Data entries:
□ □ □ □

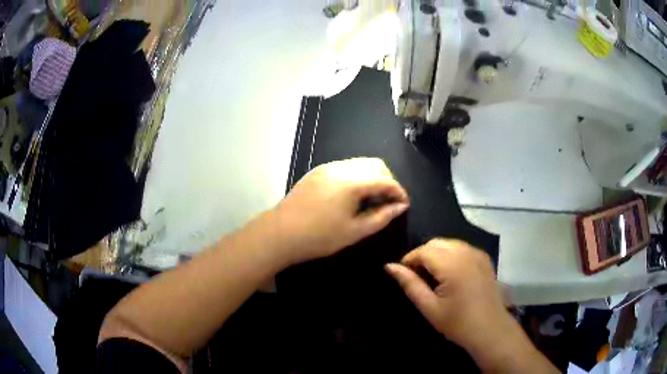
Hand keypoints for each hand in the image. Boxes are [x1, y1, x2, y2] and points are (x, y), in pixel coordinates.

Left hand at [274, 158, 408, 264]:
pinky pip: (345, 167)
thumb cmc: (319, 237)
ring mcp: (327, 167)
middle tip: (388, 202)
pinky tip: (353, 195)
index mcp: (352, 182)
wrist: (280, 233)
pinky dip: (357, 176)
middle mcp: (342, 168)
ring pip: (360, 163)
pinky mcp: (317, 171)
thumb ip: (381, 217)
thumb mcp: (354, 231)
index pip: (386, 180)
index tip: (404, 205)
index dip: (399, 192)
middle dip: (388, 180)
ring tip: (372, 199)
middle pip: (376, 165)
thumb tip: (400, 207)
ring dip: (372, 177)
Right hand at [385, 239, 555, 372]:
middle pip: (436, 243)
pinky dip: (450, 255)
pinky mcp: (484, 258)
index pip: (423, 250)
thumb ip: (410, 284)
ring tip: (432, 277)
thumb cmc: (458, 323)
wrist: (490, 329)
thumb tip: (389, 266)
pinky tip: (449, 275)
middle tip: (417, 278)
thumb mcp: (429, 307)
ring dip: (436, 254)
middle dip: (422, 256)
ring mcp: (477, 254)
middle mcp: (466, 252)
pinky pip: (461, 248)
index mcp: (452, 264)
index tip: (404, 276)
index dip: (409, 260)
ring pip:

□ □ □ □

Task instructions: From the entries, copy out each line containing the word "ring".

Answer to this problem:
ring mcp: (327, 167)
ring pip: (360, 163)
ring tip: (372, 199)
ring dip: (372, 177)
ring tip: (432, 277)
ring dip: (436, 254)
ring mcp: (477, 254)
ring pip:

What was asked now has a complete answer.